Uploaded avatar of iHiD

It's Mechanical March!

@iHiD
Reputation56.5k
1 year ago
Video

Welcome to our second themed month - Mechanical March. In this month we’re focussing on system languages, those that compile down to machine code.

This is part post, part-transcript of the Mechanical March video. I’ll give you a quick intro to the month and then we’ll look a little at system languages, their evolution through history, the pros/cons of compiling to machine code, and a quick look at each of the featured languages. I’m joined again by Erik, who will do most of the talking in the second half. But I’ll get us started with some of the practical information.

So firstly, the featured languages for this month. They are C, C++, D, Go, Nim, Rust, V and Zig. To get the Mechanical March badge you need to complete five exercises in one of those languages. Our Go track has one of the best syllabuses on Exercism, so I really recommend you try that out. We’re also big fans of Nim here at Exercism as it’s a relatively simple language to get started with and very easy to write, so I’d definitely recommend trying that out too.

We also have five featured exercises to try:

  • Linked-list or simple-linked-list (depending on the language): allocating/freeing memory, pointers
  • secret-handshake: bitwise operations
  • pangram: for loops, strings and characters
  • sieve: arrays, for loops
  • binary-search: arrays, loops

There’s a new badge which I announced in the update video I did a few days ago, which is for completing the five featured exercises in the thematic languages. So to get that badge you’ll need to complete all of those languages in a system language sometime during the year.

We’ve also got lots of fun things bubbling away - interviews with a couple of people from the Go Core team, hopefully from Rust and some of the other languages too. We’ll also be having lots of live streaming throughout the month. And some Mechanical March swag landing soon as well!

So, let’s dig into the technical side a little more.

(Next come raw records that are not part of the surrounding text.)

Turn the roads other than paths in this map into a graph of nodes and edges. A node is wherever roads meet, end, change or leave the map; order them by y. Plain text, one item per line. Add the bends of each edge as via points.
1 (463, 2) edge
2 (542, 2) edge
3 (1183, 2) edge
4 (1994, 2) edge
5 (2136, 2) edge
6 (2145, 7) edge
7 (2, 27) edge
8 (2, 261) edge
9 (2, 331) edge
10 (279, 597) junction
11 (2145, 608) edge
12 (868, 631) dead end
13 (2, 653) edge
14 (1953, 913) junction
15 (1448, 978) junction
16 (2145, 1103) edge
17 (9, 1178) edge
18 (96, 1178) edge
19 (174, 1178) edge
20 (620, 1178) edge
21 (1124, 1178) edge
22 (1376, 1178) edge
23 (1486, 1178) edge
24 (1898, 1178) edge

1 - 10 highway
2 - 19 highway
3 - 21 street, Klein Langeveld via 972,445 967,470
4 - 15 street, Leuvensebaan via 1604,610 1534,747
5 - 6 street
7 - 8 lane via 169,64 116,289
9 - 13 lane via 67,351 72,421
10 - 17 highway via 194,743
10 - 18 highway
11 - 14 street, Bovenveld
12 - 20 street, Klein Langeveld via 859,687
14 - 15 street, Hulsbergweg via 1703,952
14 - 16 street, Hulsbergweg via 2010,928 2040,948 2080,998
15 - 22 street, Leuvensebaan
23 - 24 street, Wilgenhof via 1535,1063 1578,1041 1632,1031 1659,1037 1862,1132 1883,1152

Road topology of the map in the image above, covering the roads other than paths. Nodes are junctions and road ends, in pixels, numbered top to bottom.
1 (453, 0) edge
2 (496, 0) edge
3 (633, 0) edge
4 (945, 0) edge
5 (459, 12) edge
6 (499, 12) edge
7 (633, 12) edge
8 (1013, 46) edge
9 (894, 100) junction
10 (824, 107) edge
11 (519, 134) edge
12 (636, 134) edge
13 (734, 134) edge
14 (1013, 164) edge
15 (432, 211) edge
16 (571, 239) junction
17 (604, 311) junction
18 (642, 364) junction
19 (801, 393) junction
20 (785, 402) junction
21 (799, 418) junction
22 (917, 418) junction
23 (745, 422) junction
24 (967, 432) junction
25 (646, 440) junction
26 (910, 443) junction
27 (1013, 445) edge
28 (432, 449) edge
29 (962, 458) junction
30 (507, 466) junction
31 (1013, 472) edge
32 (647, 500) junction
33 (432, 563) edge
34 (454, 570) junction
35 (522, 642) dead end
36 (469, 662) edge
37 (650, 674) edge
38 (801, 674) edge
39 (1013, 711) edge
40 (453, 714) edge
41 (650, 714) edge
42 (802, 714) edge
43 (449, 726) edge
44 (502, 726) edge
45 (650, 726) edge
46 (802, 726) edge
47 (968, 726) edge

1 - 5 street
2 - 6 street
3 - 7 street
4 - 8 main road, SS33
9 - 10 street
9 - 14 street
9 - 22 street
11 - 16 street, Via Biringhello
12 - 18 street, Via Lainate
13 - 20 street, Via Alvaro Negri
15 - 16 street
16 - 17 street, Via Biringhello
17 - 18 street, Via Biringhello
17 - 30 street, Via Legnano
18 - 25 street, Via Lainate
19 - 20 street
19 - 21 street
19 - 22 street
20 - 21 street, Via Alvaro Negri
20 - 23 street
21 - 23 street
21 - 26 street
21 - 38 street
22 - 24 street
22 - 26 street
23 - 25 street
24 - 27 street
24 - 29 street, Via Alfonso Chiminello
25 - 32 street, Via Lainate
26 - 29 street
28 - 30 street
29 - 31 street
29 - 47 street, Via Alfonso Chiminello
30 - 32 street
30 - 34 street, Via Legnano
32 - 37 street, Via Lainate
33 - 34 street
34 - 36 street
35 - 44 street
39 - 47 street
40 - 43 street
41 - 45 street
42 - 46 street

What are these languages used for?

Well we use them across Exercism. Our CLI is written in Go, our internal track management tool called configlet is written in Nim, and the key library that counts the lines of code in your solutions is written in Rust. Erik, why did we choose those languages for those bits of tooling?

CLI:

  • I think we used Go because that is what Katrina was most familiar with.
  • Go is great for these small-ish command-line tools.
  • Go code is relatively straightforward, making contributions easier
  • Go binaries are easily deployable due it requiring no runtime
  • Go does cross-compilation well

Nim

  • Nim has most of the same perks as Go
  • We didn’t have many people knowing Go that could maintain the CLI, we switched to Nim

What other sorts of places would you expect to find these languages used?

  • Anywhere where performance is important (drivers, games, operating systems, build systems/compilers)
  • Anywhere where resources are limited (e.g. embedded software)
  • Anything that needs to be highly portable, as in: run on many different platforms

What is machine code?

So as I said earlier, these languages in Mechanical March are distinguished by compiling to machine code. Can you explain a little what machine code is, and what in contrast bytecode is?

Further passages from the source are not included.